A Simple Man and a loving father

Tintoretto lived in the Sestier of Canareggio.

Tintoretto, The Resurrection of Christ, Scuola Grande San Rocco in Venice
The Resurrection of Christ
In 1574, Tintoretto bought his house, where he had already been a tenant for some years.

This house is located at n° 3399 of the Fondamenta dei Mori, where he died on 31 May 1594.

At the time, there were mainly warehouses for goods and the inhabitants were mainly craftsmen.

In 1550 he had married Faustina Episcopi daughter of Marco Episcopi, elected Guardian Grande of the Scuola di San Marco in 1547.

Three of their children were painters: Marco, Domenico and Marietta, his favourite daughter who combined musical talent with her portrait painting skills.

His daughter Marietta's features can be found in several of Tintoretto's works.

Tintoretto, The Presentation of the Virgin in the Temple
Presentation of the Virgin
At the Church of the Madonna dell'Orto, close to Tintoretto's home, you can admire one of his most beautiful paintings The Presentation of the Virgin in the Temple.

The little Mary climbing the stairs is Marietta.

At the Doge's Palace, he depicted himself and Marietta among the crowd in the huge painting of Paradise that adorns the Great Council Chamber.

Tintoretto and music

Tintoretto, who loved music and singing, gave concerts at his home, attended by Marietta and Joseph Zarlino of Chioggia, a talented musician.

According to Vasari, Tintoretto could play several instruments.

When painting the Wedding at Cana, Paul Veronese shows us Tintoretto playing the violin:

“Paul depicted the most famous Venetian painters performing a concert au naturel.

In front of the painting, in the void inside the triclinium, the Titian plays the bass; Paul plays the viol; Tintoretto the violin, and Bassan the flute, by which he meant to allude to the profound science and slow, wise execution of the Titian, to the brilliance and pleasantness of Paul, to the speed of Tintoretto, and to the suavity of Bassan.”
Charles de Brosses - Familiar letters 1739-40

Tintoretto: Michelangelo's Drawing and Titian's Colour

Tintoretto's Paradise in the Great Council Hall of the Doge's Palace in Venice
Tintoretto's Paradise
“He sought, instead, to make himself head of a new school that perfected that of Titian and joined in his own way what it lacked.

A vast idea, in which we recognise a great soul, who redoubled his courage for having been driven from the Titian, instead of losing him.

Forced by his current fortune to live in an extremely simple room, he wrote in it: “Michelangelo's drawing and Titian's colouring”.

He constantly copied Titian's works. He had obtained, at considerable expense, the plaster casts of Michelangelo's statues in Florence; he studied them day and night. He added plaster casts of many antique statues and bas-reliefs.
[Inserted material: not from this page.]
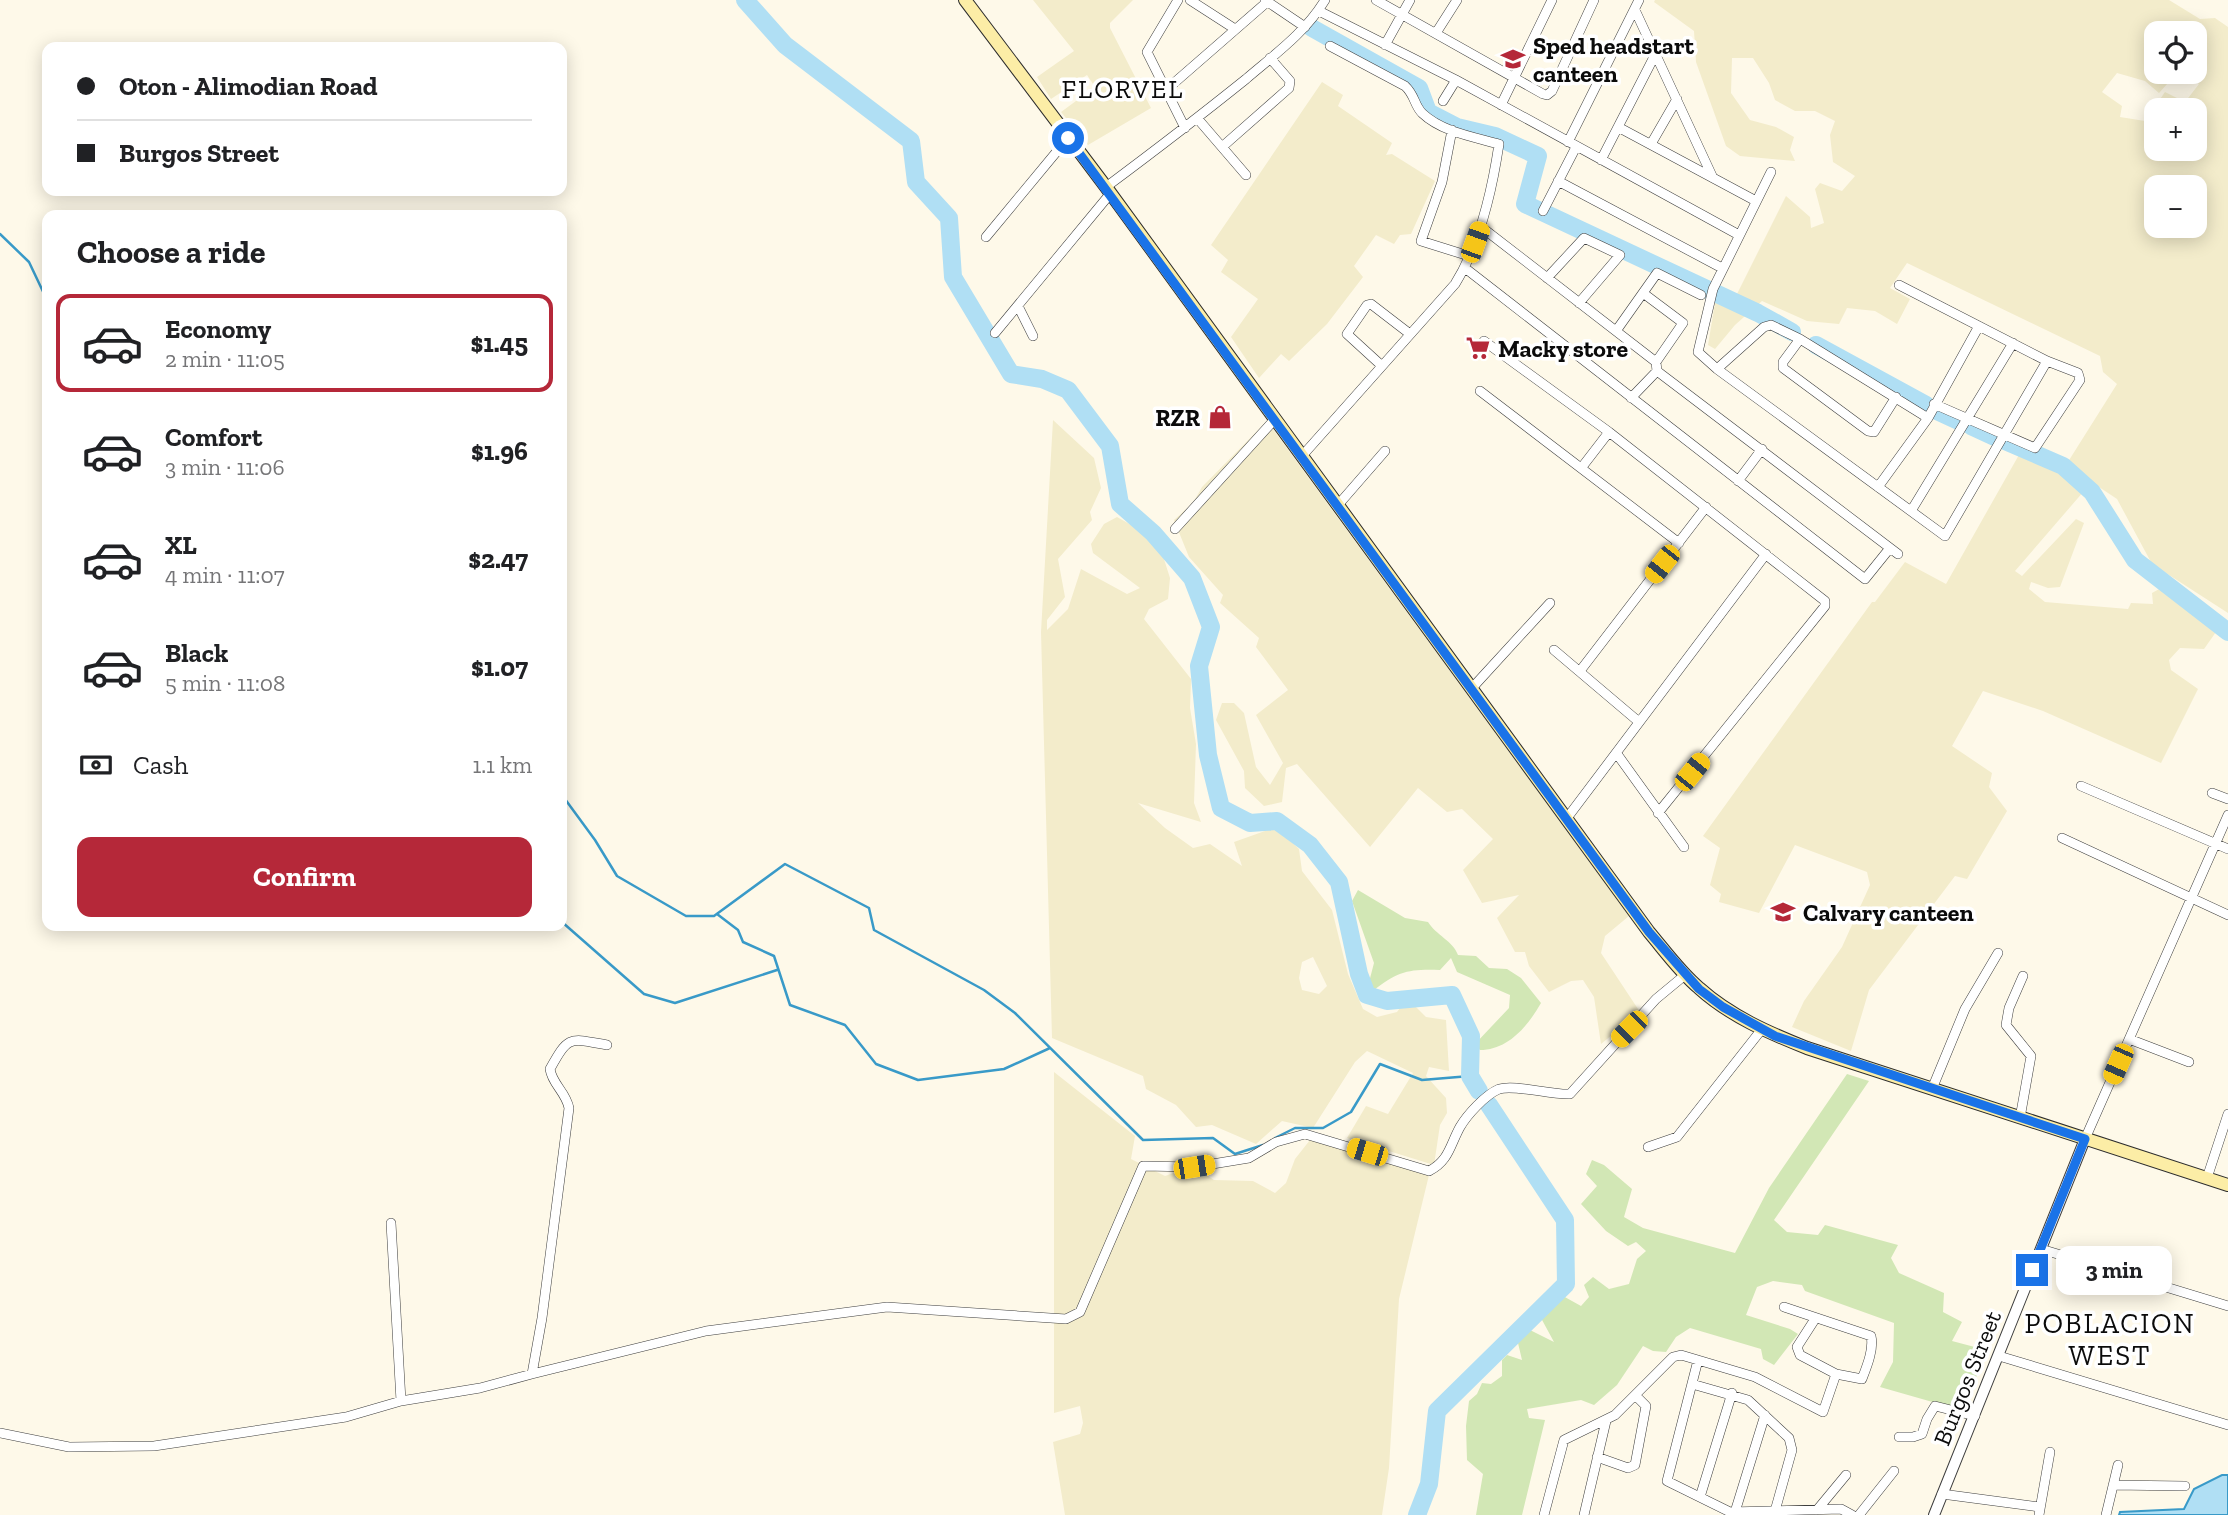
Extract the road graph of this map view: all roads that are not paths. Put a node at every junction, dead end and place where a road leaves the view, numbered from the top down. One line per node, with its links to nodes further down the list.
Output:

He often drew his models by torchlight to obtain strong shadows and thus become accustomed to great chiaroscuro.

Tintoretto's Paradise in the Great Council Hall of the Doge's Palace in Venice
Tintoretto's Paradise
With the same aim in mind, he made models in wax and clay and after covering them with clothes, with great care, he placed them in small houses that he built with pieces of cardboard and wooden rulers.

Outside his little house he would place a lamp whose light would shine in through the windows. By varying the position of his little models, he could observe the different effects of the sunlight.

He hung these same models from the ceiling of his room in different attitudes and thus drew them from different points of view in order to acquire a knowledge of sotto-in-su, in which the Venetian School was much weaker than the Lombard one.

He did not forget anatomy and avidly seized every opportunity to draw nude figures in various positions and under various foreshortenings, to be able one day to give his compositions the variety of nature.

Thus, deprived of a master, he nonetheless followed the best method of learning to draw.

He began by drawing the forms of antiquity and with his imagination full of these beautiful contours, he drew the nude and sought to correct its defects.

Tintoretto's Paradise in the Great Council Chamber of the Doge's Palace in Venice
Tintoretto's Paradise
Tintoretto added to this excellent method of studying what historians call the most terrible genius that painting has ever had, an imagination always rich in new ideas, a fire that made him conceive the strongest characters of the passions and that did not leave him until he had expressed them on canvas down to their smallest details.”
Stendhal - Venice school of painting

At first, Tintoretto made a name for himself by executing portraits in the manner of Titian

He also made himself appreciated by distributing his sketches to his friends, and by not hesitating to invite those whose faces he liked to come and pose for a free portrait!

This generosity brought him publicity, as people began to talk more and more about the man nicknamed il Tintoretto.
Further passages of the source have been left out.